Leptodeira is a genus of snakes, commonly referred to as cat-eyed snakes, in the subfamily Dipsadinae of the family Colubridae. The genus consists of 18 species that are native to primarily Mexico and Central America, but range as far north as the Rio Grande Valley region of Texas in United States and as far south as Argentina in South America.
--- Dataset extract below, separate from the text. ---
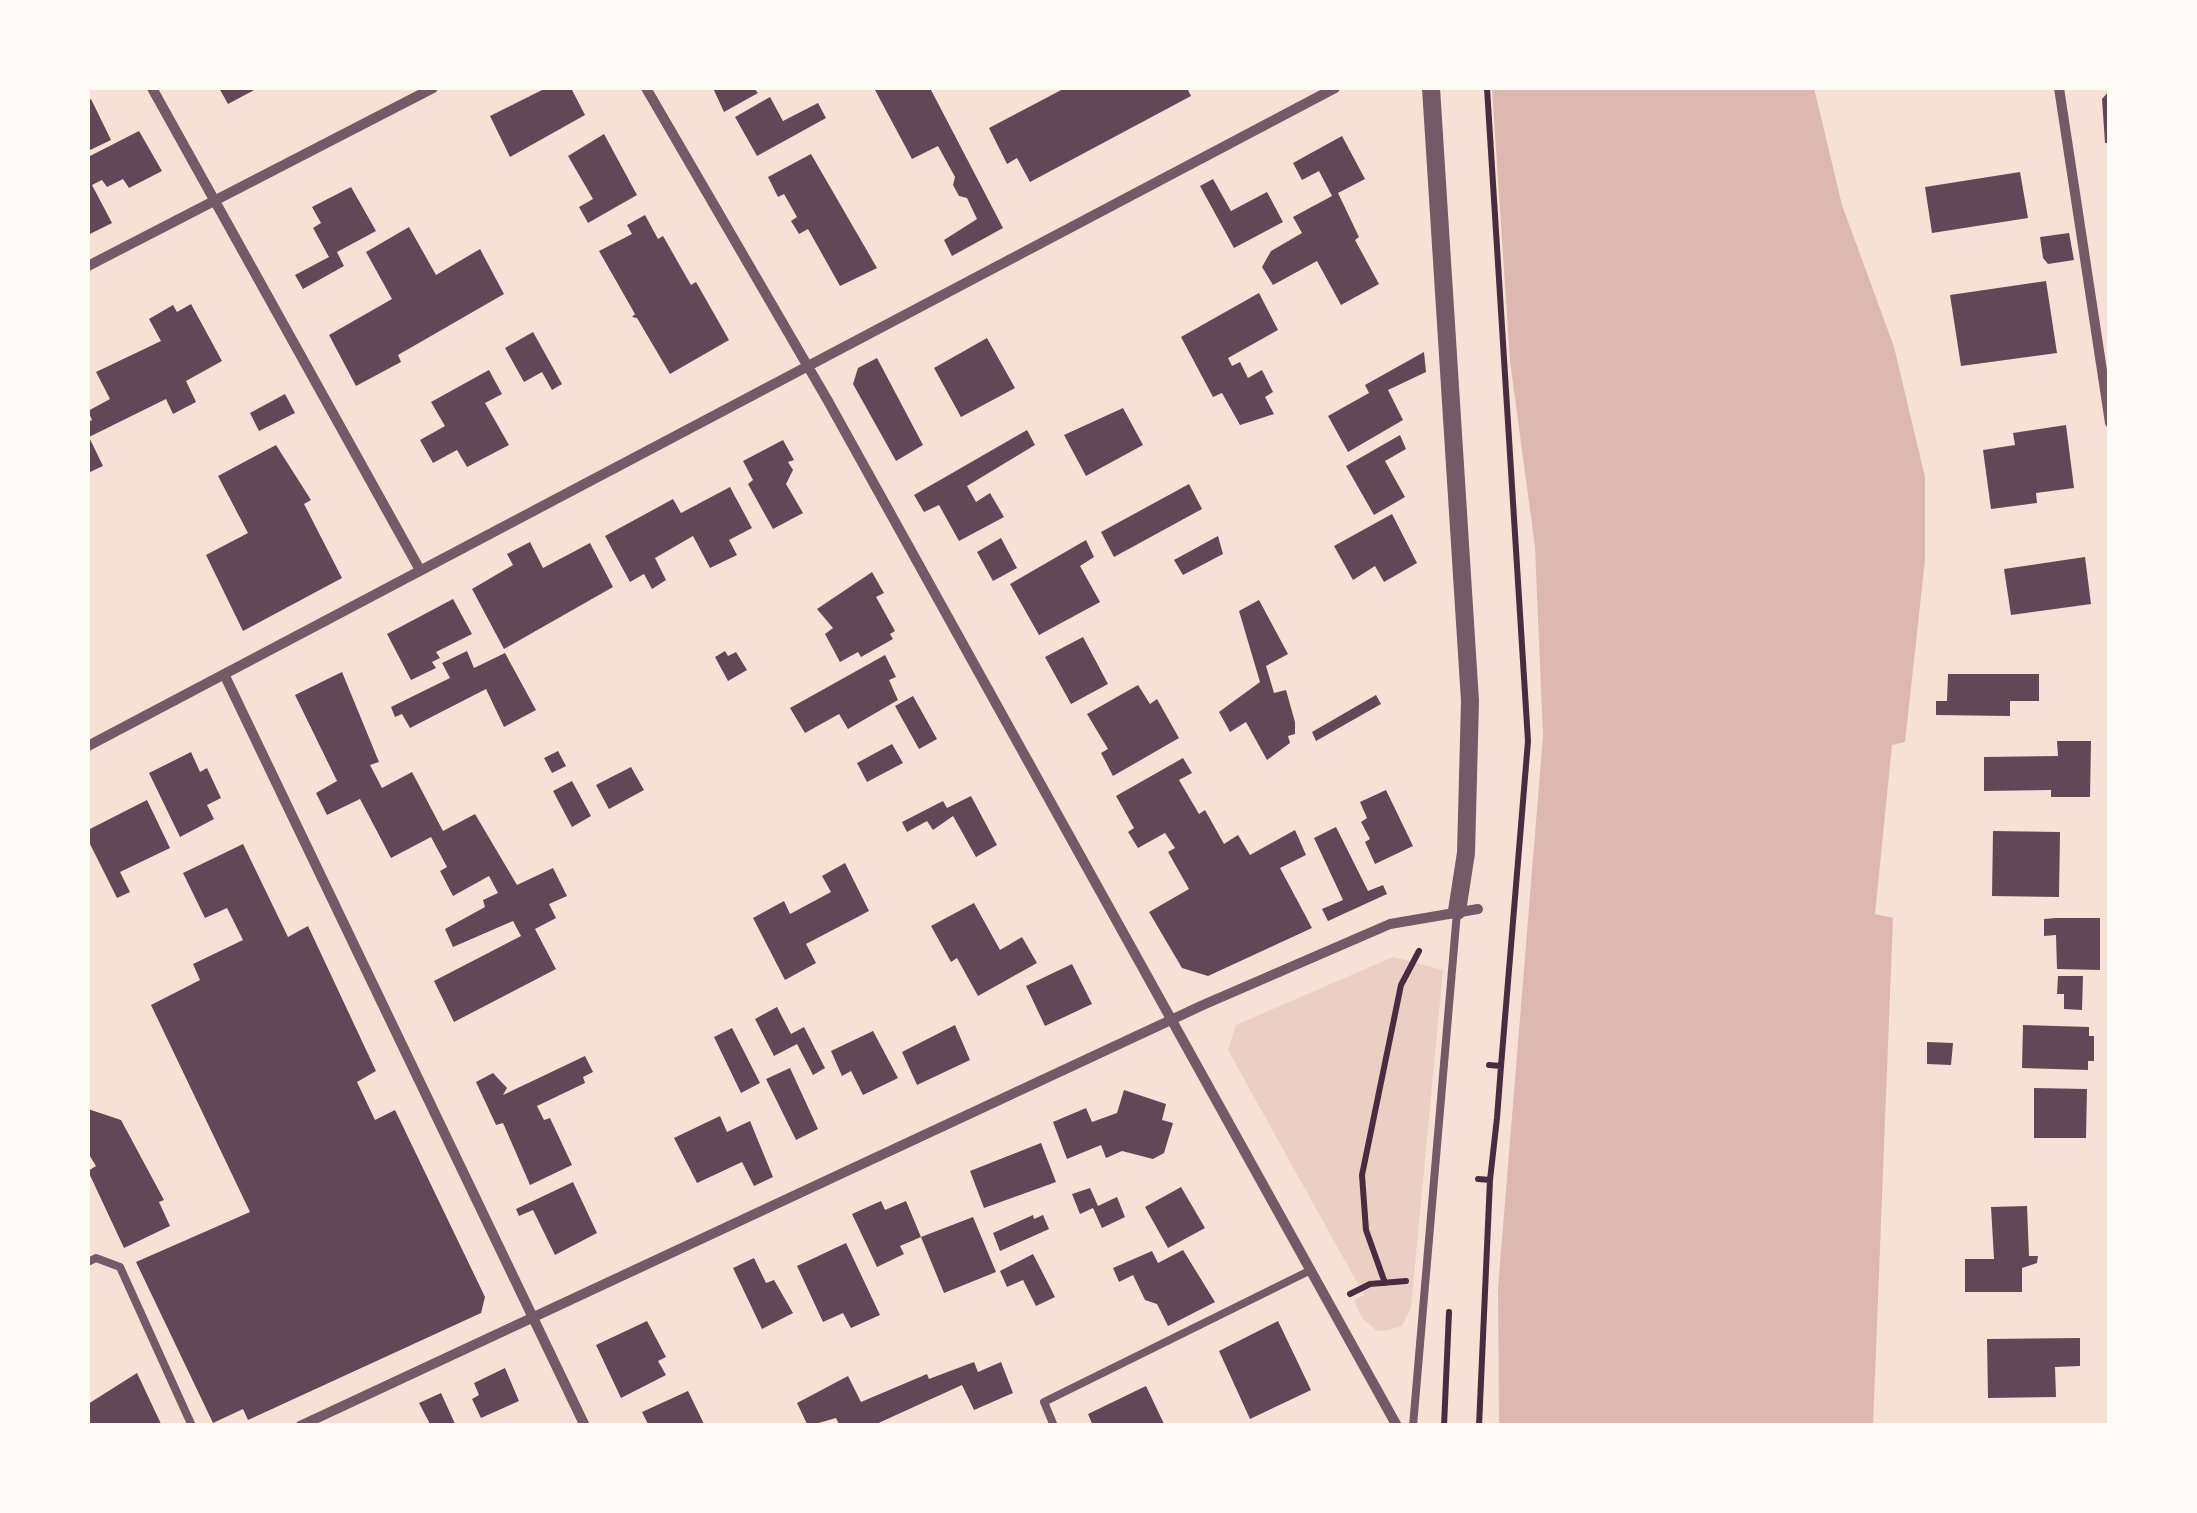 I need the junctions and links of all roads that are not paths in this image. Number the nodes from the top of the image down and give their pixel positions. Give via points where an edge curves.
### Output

==Species and subspecies==
The following species and subspecies are recognized as being valid.
- Leptodeira annulata (Linnaeus, 1758) – banded cat-eyed snake
- Leptodeira approximans (Günther, 1872)
- Leptodeira ashmeadii (Hallowell, 1845) – banded cat-eyed snake
- Leptodeira bakeri Ruthven, 1936 – Baker's cat-eyed snake
- Leptodeira frenata (Cope, 1886) – rainforest cat-eyed snake
  - Leptodeira frenata frenata (Cope, 1886)
  - Leptodeira frenata malleisi Dunn & L. Stuart, 1935
  - Leptodeira frenata yucatanensis (Cope, 1887)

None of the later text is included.